▶ **WHAT TO PRODUCE**
In how many lines of the records below does the word "Hjuviksvägen" appear? Reply with the number only.

───── PROVIDED RECORDS

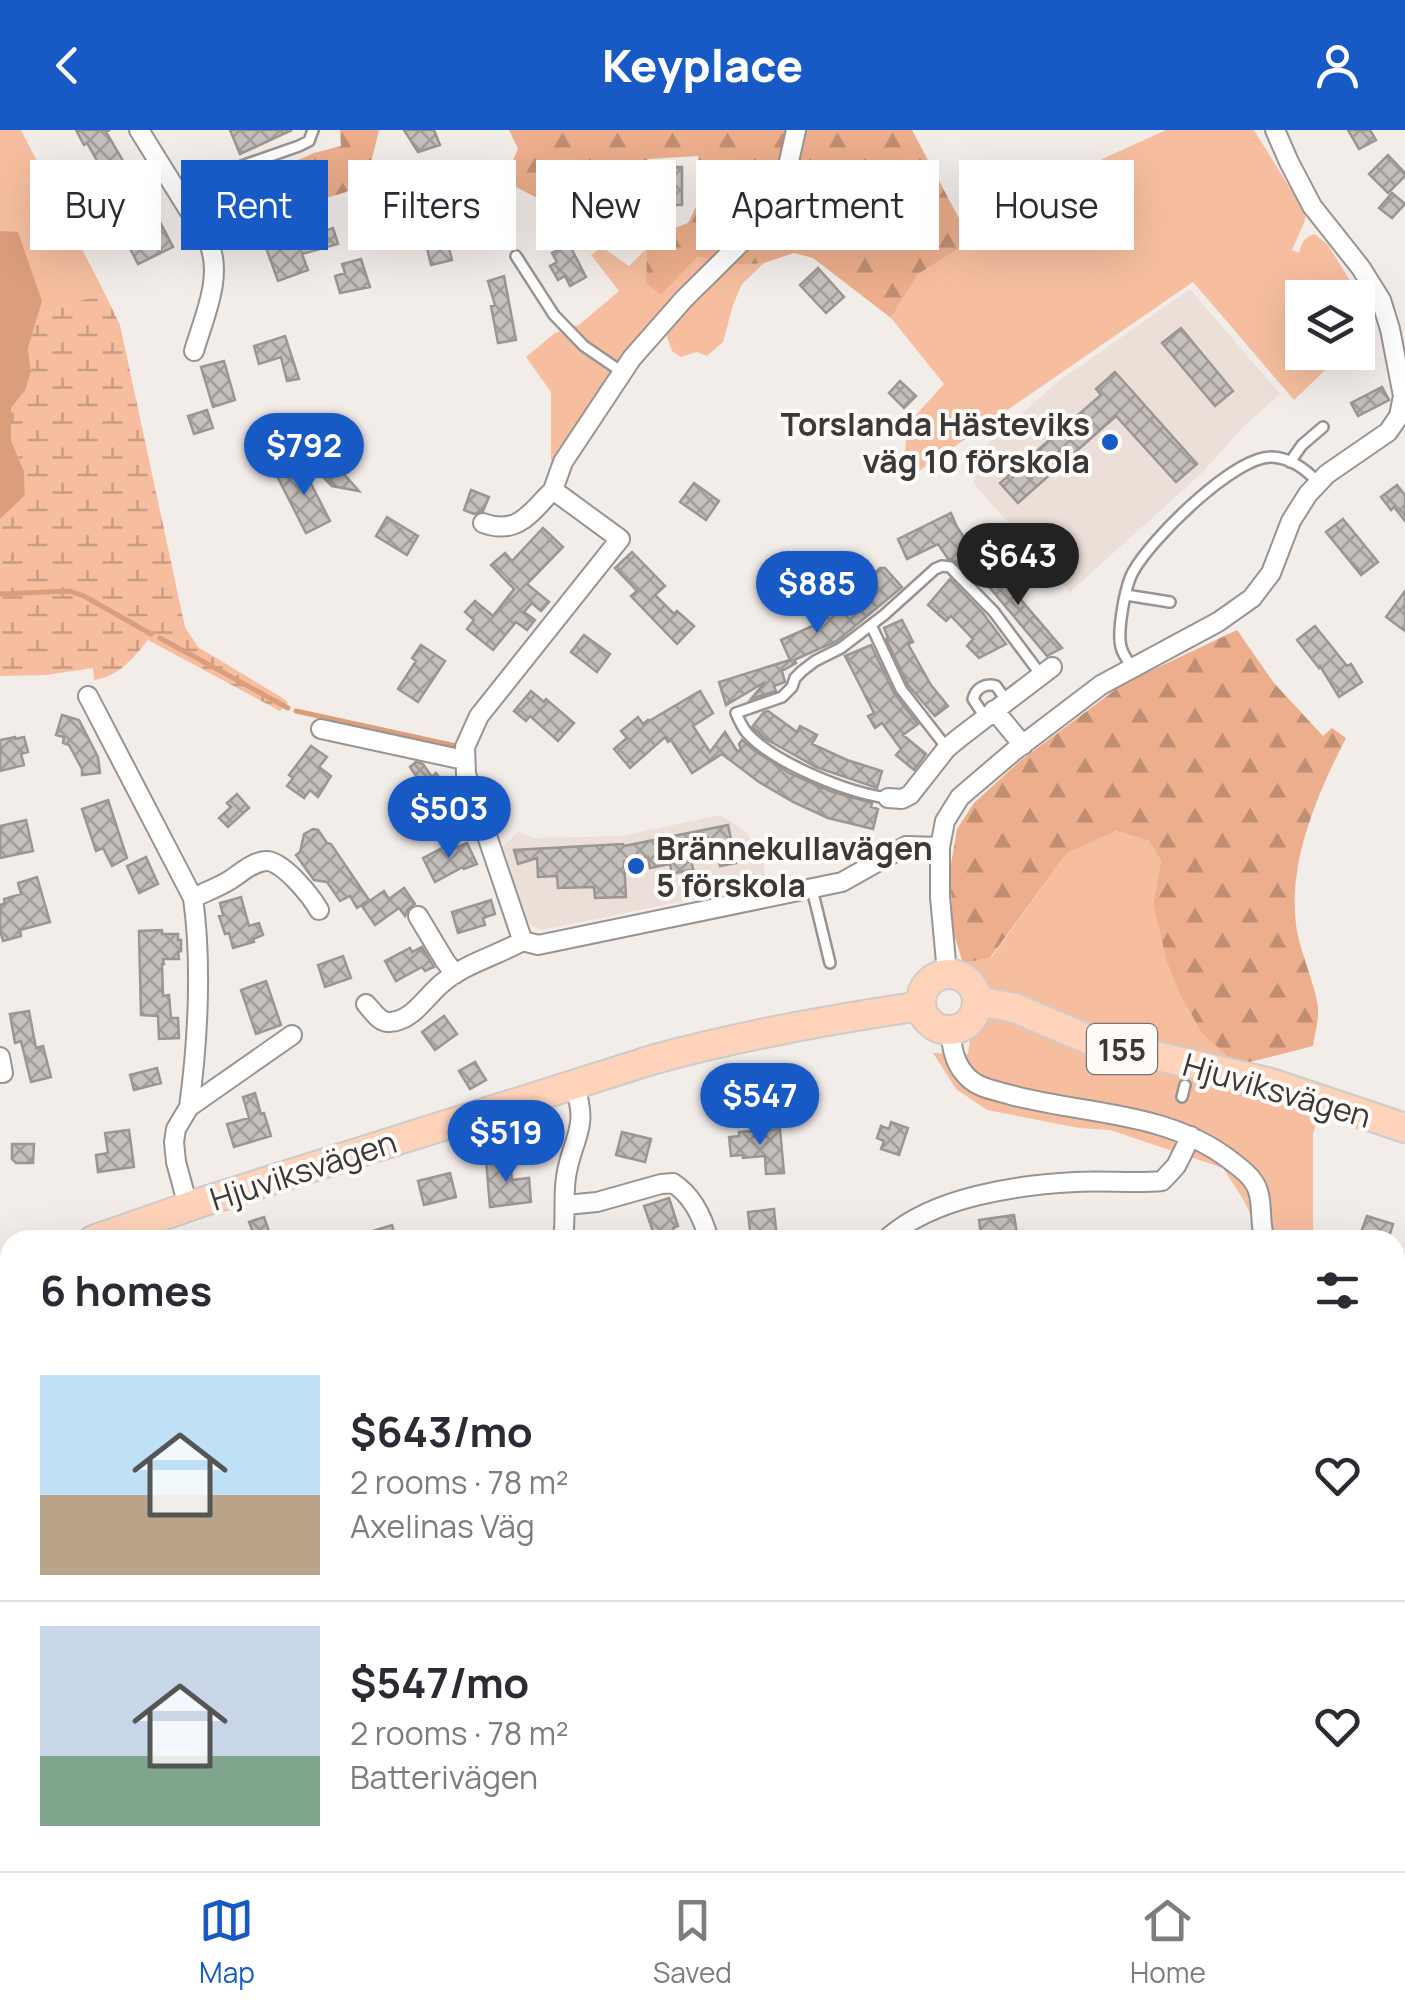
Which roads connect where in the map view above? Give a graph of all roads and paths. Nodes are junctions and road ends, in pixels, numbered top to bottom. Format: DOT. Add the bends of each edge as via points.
graph roads {
  1 [pos="139,130"];
  2 [pos="314,130"];
  3 [pos="796,130"];
  4 [pos="1275,130"];
  5 [pos="176,190"];
  6 [pos="516,256"];
  7 [pos="194,351"];
  8 [pos="622,372"];
  9 [pos="1402,417"];
  10 [pos="1324,427"];
  11 [pos="1290,462"];
  12 [pos="1318,482"];
  13 [pos="553,490"];
  14 [pos="483,523"];
  15 [pos="1126,594"];
  16 [pos="1170,602"];
  17 [pos="871,626"];
  18 [pos="1132,668"];
  19 [pos="1046,671"];
  20 [pos="88,696"];
  21 [pos="995,709"];
  22 [pos="321,729"];
  23 [pos="1024,745"];
  24 [pos="947,748"];
  25 [pos="464,760"];
  26 [pos="888,798"];
  27 [pos="940,847"];
  28 [pos="812,889"];
  29 [pos="193,898"];
  30 [pos="319,910"];
  31 [pos="418,916"];
  32 [pos="524,941"];
  33 [pos="830,963"];
  34 [pos="455,974"];
  35 [pos="947,974"];
  36 [pos="978,1001"];
  37 [pos="366,1004"];
  38 [pos="921,1006"];
  39 [pos="950,1030"];
  40 [pos="292,1035"];
  41 [pos="0,1057"];
  42 [pos="0,1073"];
  43 [pos="574,1085"];
  44 [pos="1185,1086"];
  45 [pos="1182,1097"];
  46 [pos="189,1106"];
  47 [pos="1405,1128"];
  48 [pos="1191,1136"];
  49 [pos="566,1205"];
  50 [pos="188,1206"];
  51 [pos="124,1230"];
  52 [pos="564,1230"];
  53 [pos="706,1230"];
  54 [pos="896,1230"];
  55 [pos="1263,1230"];
  1 -- 5 [label="street"];
  2 -- 5 [label="lane" via="299,146"];
  3 -- 8 [label="street" via="781,197 770,214"];
  4 -- 9 [label="street" via="1312,206 1381,300"];
  5 -- 7 [label="street" via="214,257"];
  6 -- 8 [label="lane" via="554,315"];
  8 -- 13 [label="street" via="563,462"];
  9 -- 12 [label="street"];
  10 -- 11 [label="lane"];
  11 -- 12 [label="lane"];
  11 -- 15 [label="lane" via="1260,458 1216,484 1142,559"];
  12 -- 18 [label="street" via="1252,598"];
  13 -- 14 [label="street" via="512,526"];
  13 -- 25 [label="street" via="620,539 478,716"];
  15 -- 16 [label="lane"];
  15 -- 18 [label="lane" via="1121,646"];
  17 -- 19 [label="lane" via="935,570 950,567"];
  17 -- 24 [label="lane" via="901,689"];
  17 -- 26 [label="lane" via="802,671 782,697 736,712 751,737 778,755 840,787"];
  18 -- 23 [label="street"];
  19 -- 21 [label="street"];
  20 -- 29 [label="street"];
  21 -- 23 [label="street"];
  21 -- 24 [label="street"];
  22 -- 25 [label="street"];
  23 -- 27 [label="street" via="960,796"];
  24 -- 26 [label="street" via="910,795"];
  25 -- 32 [label="street"];
  27 -- 28 [label="street" via="906,846 842,882"];
  27 -- 35 [label="street"];
  28 -- 32 [label="street" via="538,945"];
  28 -- 33 [label="lane"];
  29 -- 30 [label="street" via="265,861 276,863"];
  29 -- 46 [label="street" via="196,1035"];
  31 -- 34 [label="street"];
  32 -- 34 [label="street"];
  34 -- 37 [label="street" via="393,1022 380,1020"];
  35 -- 36 [label="main road, Hjuviksvägen / 155" via="968,980"];
  35 -- 38 [label="main road" via="927,984"];
  36 -- 39 [label="main road" via="972,1019"];
  36 -- 47 [label="main road, Hjuviksvägen / 155" via="1015,1008 1090,1040 1271,1083"];
  38 -- 39 [label="main road" via="932,1023"];
  38 -- 43 [label="main road, Hjuviksvägen" via="730,1040"];
  39 -- 48 [label="street" via="959,1065 983,1087"];
  40 -- 46 [label="street"];
  41 -- 42 [label="street"];
  43 -- 49 [label="street" via="581,1124 567,1170"];
  43 -- 50 [label="main road, Hjuviksvägen"];
  44 -- 45 [label="lane"];
  46 -- 50 [label="street" via="174,1142"];
  48 -- 54 [label="street" via="1162,1181 1002,1191 950,1203"];
  48 -- 55 [label="street" via="1254,1182"];
  49 -- 52 [label="street"];
  49 -- 53 [label="street" via="673,1183 690,1198"];
  50 -- 51 [label="main road, Hjuviksvägen"];
}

──────────

▶ **ANSWER SPACE**
5